### Work task
In the material below, some lines carry "Sunstone". Copy each such line.

### Listed records
::::::::

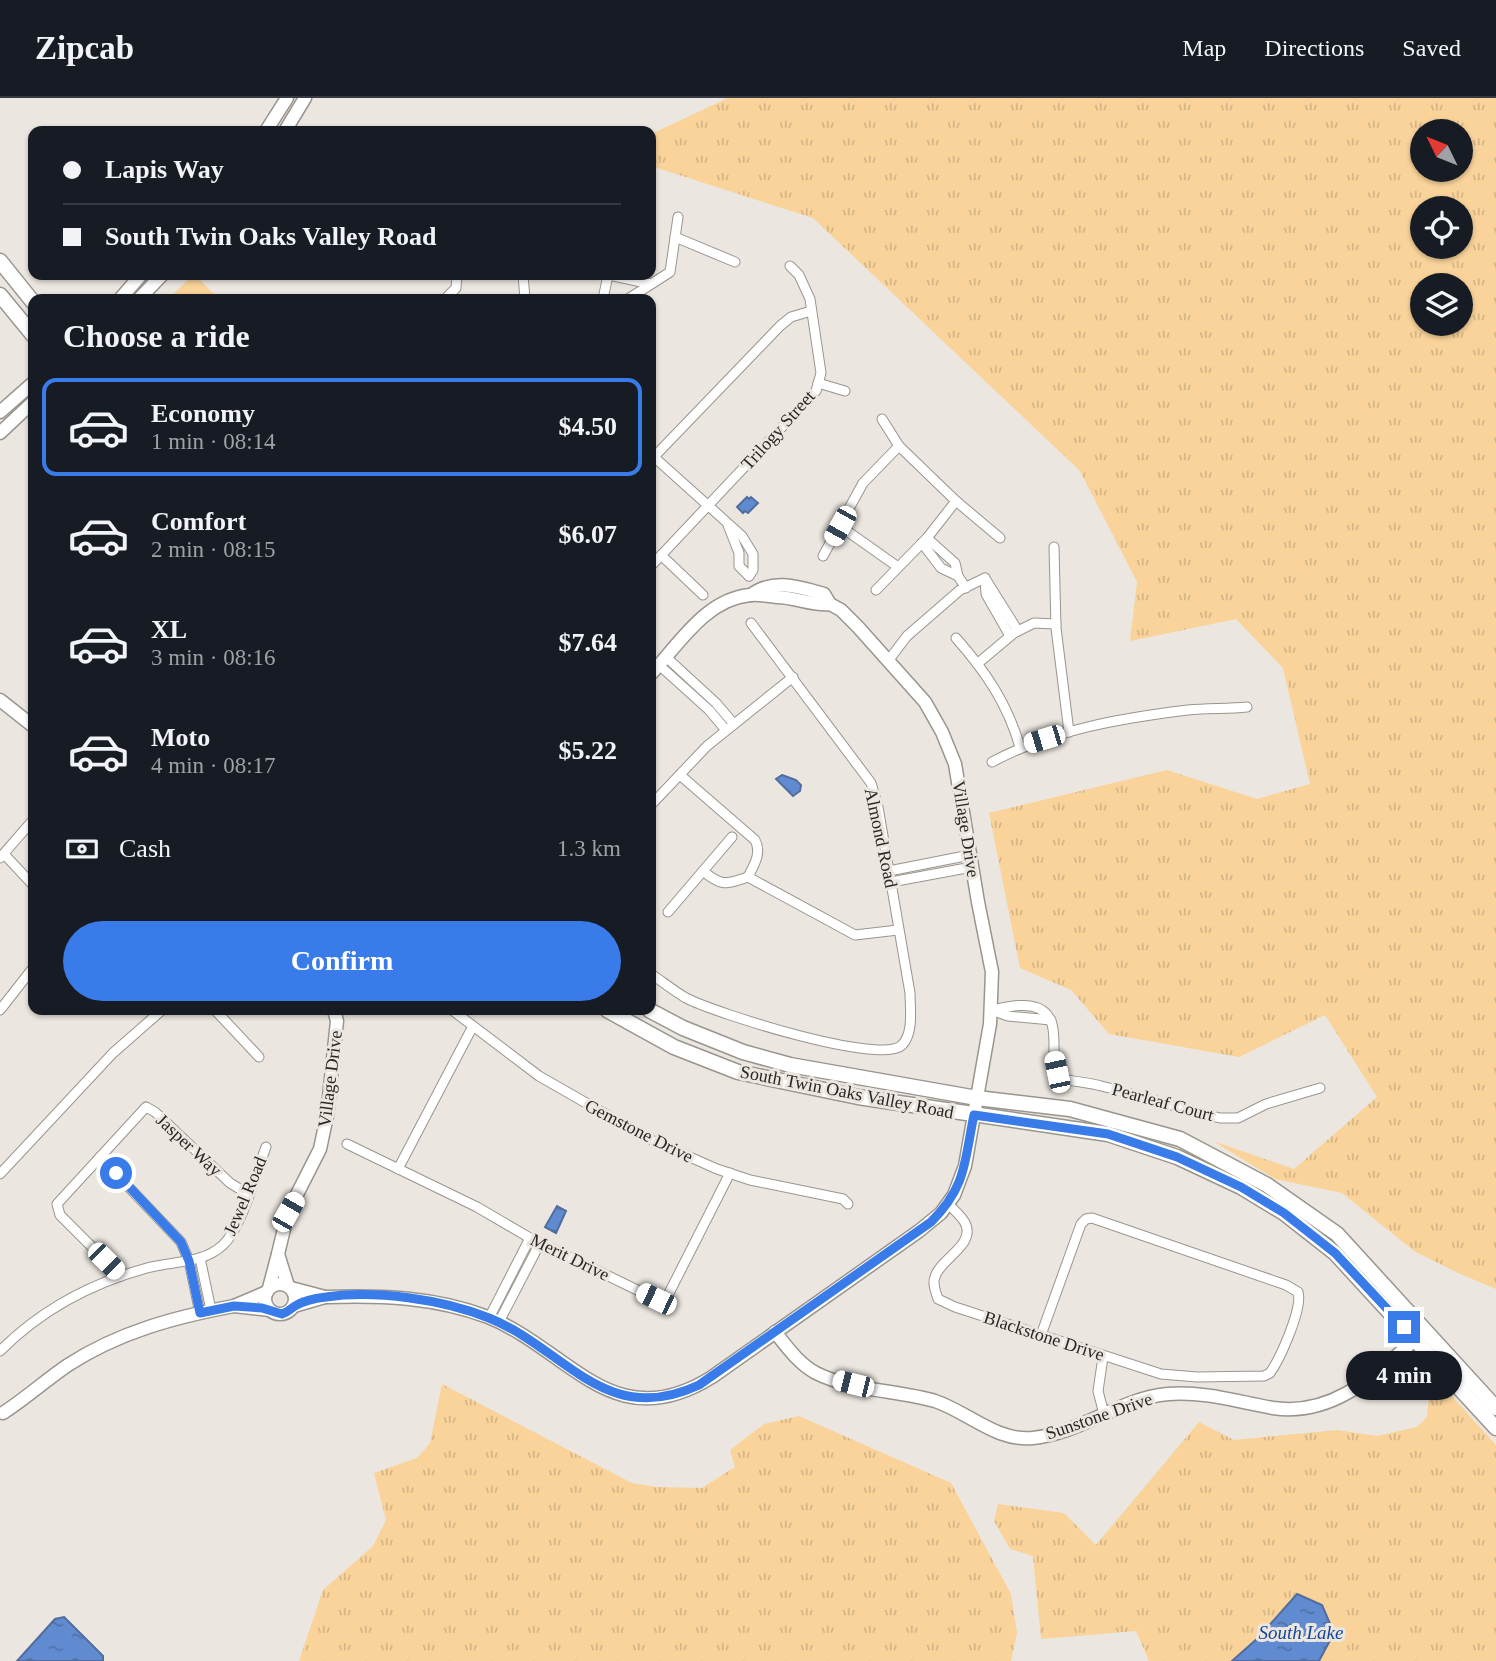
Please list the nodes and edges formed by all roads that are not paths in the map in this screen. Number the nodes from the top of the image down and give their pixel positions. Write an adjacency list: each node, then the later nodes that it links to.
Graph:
1 (287, 98): 3 (street)
2 (305, 98): 4 (street)
3 (269, 126)
4 (288, 126)
5 (677, 217): 6 (street)
6 (675, 237): 8 (street); 13 (street)
7 (0, 261): 18 (main road)
8 (735, 262)
9 (790, 267): 19 (street, Trilogy Street)
10 (137, 280): 14 (street)
11 (157, 280): 15 (street)
12 (632, 280): 13 (street)
13 (651, 284): 16 (street)
14 (124, 294)
15 (144, 294)
16 (636, 294)
17 (0, 295): 20 (main road)
18 (28, 296)
19 (811, 311): 21 (street, Trilogy Street); 29 (street)
20 (28, 329)
21 (818, 383): 23 (street); 32 (street, Trilogy Street)
22 (28, 387): 25 (street)
23 (845, 391)
24 (28, 407): 27 (street)
25 (0, 412)
26 (882, 419): 28 (street)
27 (0, 433)
28 (899, 446): 31 (street); 34 (street)
29 (656, 454)
30 (656, 461): 32 (street)
31 (956, 501): 35 (street); 36 (street)
32 (707, 506): 33 (street); 41 (street, Trilogy Street)
33 (728, 525): 38 (street); 40 (street)
34 (840, 526): 42 (street); 45 (street)
35 (1000, 538)
36 (924, 540): 39 (street); 44 (street); 45 (street)
37 (1054, 547): 53 (street)
38 (749, 548): 40 (street); 46 (street)
39 (944, 552): 44 (street); 47 (street)
40 (739, 553): 46 (street)
41 (661, 555): 43 (street, Trilogy Street); 50 (street)
42 (823, 556)
43 (656, 560)
44 (936, 560): 47 (street)
45 (898, 567): 49 (street)
46 (749, 576): 51 (street)
47 (958, 576): 48 (street)
48 (966, 588): 54 (street); 56 (street)
49 (876, 590)
50 (703, 595)
51 (751, 595): 56 (street, Village Drive); 58 (street, Village Drive)
52 (751, 623): 59 (street, Almond Road)
53 (1056, 624): 54 (street); 64 (street)
54 (1014, 633): 57 (street)
55 (956, 638): 57 (street)
56 (888, 661): 72 (street, Village Drive)
57 (977, 664): 65 (street)
58 (659, 665): 63 (street)
59 (793, 677): 63 (street); 74 (street, Almond Road)
60 (0, 700): 62 (street)
61 (1247, 707): 64 (street)
62 (28, 722)
63 (729, 726): 67 (street)
64 (1069, 732): 65 (street)
65 (1020, 747): 66 (street)
66 (992, 762)
67 (680, 775): 68 (street); 75 (street)
68 (656, 800)
69 (28, 826): 71 (street)
70 (732, 837): 73 (street)
71 (2, 856): 76 (street)
72 (971, 861): 74 (street); 77 (street); 84 (street, Village Drive)
73 (703, 871): 75 (street); 78 (street)
74 (889, 871): 77 (street, Almond Road)
75 (748, 877): 79 (street)
76 (28, 880)
77 (891, 882): 79 (street, Almond Road)
78 (668, 912)
79 (898, 930): 81 (street, Almond Road)
80 (28, 974): 83 (street)
81 (656, 977)
82 (1028, 1007): 84 (street); 91 (street); 92 (street)
83 (0, 1010)
84 (990, 1010): 91 (street); 96 (street, Village Drive)
85 (656, 1014): 96 (main road, South Twin Oaks Valley Road)
86 (156, 1015): 103 (street)
87 (220, 1015): 94 (street)
88 (338, 1015): 109 (street, Village Drive)
89 (458, 1015): 93 (street, Gemstone Drive)
90 (616, 1015): 97 (main road, South Twin Oaks Valley Road)
91 (1028, 1017): 92 (street)
92 (1051, 1020): 95 (street, Pearleaf Court)
93 (472, 1026): 101 (street); 102 (street, Gemstone Drive)
94 (259, 1057)
95 (1320, 1088)
96 (977, 1097): 97 (street, Village Drive); 127 (main road, South Twin Oaks Valley Road)
97 (974, 1115): 106 (street, Village Drive); 127 (main road, South Twin Oaks Valley Road)
98 (347, 1144): 101 (street, Merit Drive)
99 (266, 1147): 104 (street, Jewel Road)
100 (100, 1157): 104 (street, Jasper Way); 112 (street); 114 (street, Jasper Way)
101 (398, 1169): 107 (street, Merit Drive)
102 (730, 1173): 105 (street, Gemstone Drive); 108 (street, Merit Drive)
103 (0, 1174)
104 (248, 1194): 110 (street, Jewel Road)
105 (848, 1204)
106 (948, 1204): 125 (street); 126 (street, Blackstone Drive)
107 (530, 1238): 108 (street, Merit Drive); 111 (street)
108 (540, 1243): 113 (street)
109 (278, 1254): 117 (street); 118 (street, Village Drive)
110 (200, 1258): 112 (street, Jewel Road); 115 (street)
111 (519, 1259): 113 (street); 124 (street)
112 (189, 1261): 114 (street, Jewel Road); 116 (street)
113 (529, 1264): 124 (street)
114 (121, 1276): 128 (street, Jewel Road)
115 (204, 1277): 116 (street); 123 (street)
116 (193, 1279): 123 (street)
117 (290, 1287): 118 (street); 119 (street); 121 (street)
118 (268, 1290): 120 (street); 122 (street)
119 (326, 1297): 121 (street); 124 (street)
120 (234, 1306): 122 (street); 123 (street)
121 (294, 1306): 122 (street)
122 (270, 1310)
123 (206, 1311): 132 (street)
124 (494, 1320): 125 (street)
125 (775, 1332): 131 (street, Sunstone Drive)
126 (1041, 1335): 129 (street, Blackstone Drive); 129 (street, Blackstone Drive)
127 (1420, 1335): 130 (main road, South Twin Oaks Valley Road); 131 (street, Sunstone Drive); 133 (main road, South Twin Oaks Valley Road)
128 (0, 1351)
129 (1103, 1357): 131 (street)
130 (1496, 1408)
131 (1104, 1414)
132 (1, 1415)
133 (1496, 1428)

::::::::

### Exercise result
125 (775, 1332): 131 (street, Sunstone Drive)
127 (1420, 1335): 130 (main road, South Twin Oaks Valley Road); 131 (street, Sunstone Drive); 133 (main road, South Twin Oaks Valley Road)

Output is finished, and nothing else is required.